Sunday, March 9, 2008

6 days later.

6 days AGO, I did not want to be at church. I'm glad I was there after all. As I posted about earlier, I was scared and vulnerable. This week, I have become MORE vulnerable about this, telling a handful of people, and its been good to get it out. JK's sermon 2 Sundays ago was titled "Do You Still Not Understand". No I don't , and I know I don't but hearing the song "Here I Am To Worship" this past Sunday helped me get part of it. Here are parts of the Lyrics that hit me hard.
Here I am to worship,
Here I am to bow down,
Here I am to say that you're my God,
You're altogether lovely,
Altogether worthy,
Altogether wonderful to me.

I'll never know how much it cost to see my sin upon that cross.
I'll never know how much it cost to see my sin upon that cross.
So...if that's my ultimate goal (Westminster Catechism Question Q. #1 What Is Man's chief End? A. To glorify God and enjoy him forever) then why should I NOT want to be at church, why should I be afraid what others think of me?

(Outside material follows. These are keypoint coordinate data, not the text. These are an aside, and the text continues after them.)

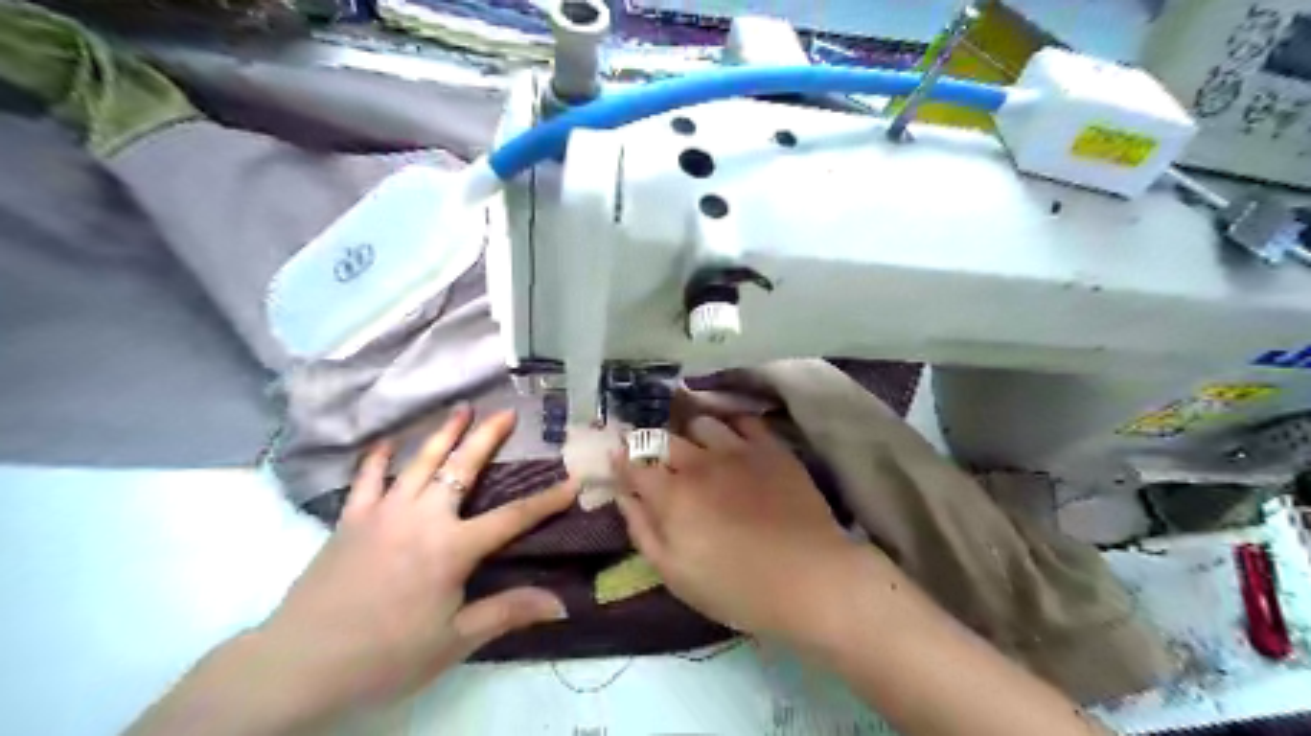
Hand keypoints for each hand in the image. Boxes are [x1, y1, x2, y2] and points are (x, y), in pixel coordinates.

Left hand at [262, 412, 576, 721]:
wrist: (299, 665)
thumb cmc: (386, 655)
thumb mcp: (455, 640)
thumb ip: (507, 612)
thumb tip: (562, 605)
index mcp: (452, 547)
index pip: (513, 517)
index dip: (547, 501)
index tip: (573, 481)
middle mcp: (423, 517)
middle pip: (463, 467)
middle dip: (488, 437)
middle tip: (506, 412)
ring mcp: (383, 512)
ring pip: (420, 461)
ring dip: (442, 432)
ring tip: (461, 408)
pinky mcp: (351, 519)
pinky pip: (367, 478)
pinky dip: (378, 457)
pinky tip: (385, 443)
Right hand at [613, 418, 860, 639]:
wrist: (809, 578)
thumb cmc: (736, 587)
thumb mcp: (675, 574)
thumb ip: (643, 530)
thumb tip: (624, 496)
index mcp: (671, 495)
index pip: (633, 464)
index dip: (621, 460)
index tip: (618, 459)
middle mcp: (699, 462)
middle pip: (663, 438)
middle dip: (651, 444)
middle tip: (656, 456)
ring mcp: (737, 450)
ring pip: (701, 422)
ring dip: (690, 433)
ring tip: (695, 446)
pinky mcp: (770, 448)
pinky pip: (743, 420)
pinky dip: (730, 424)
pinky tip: (731, 436)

I Shouldn't...but sometimes I am. This song just helped me understand the point. Church isn't where I go to look good in front of friends (Cornerstone is certainly not the church for that anyway). My goal is to worship, and thank the Lord for where he's brought me from and where he is bring me. REMEMBERING THAT will help me be at church to WORSHIP. THAT starts tomorrow.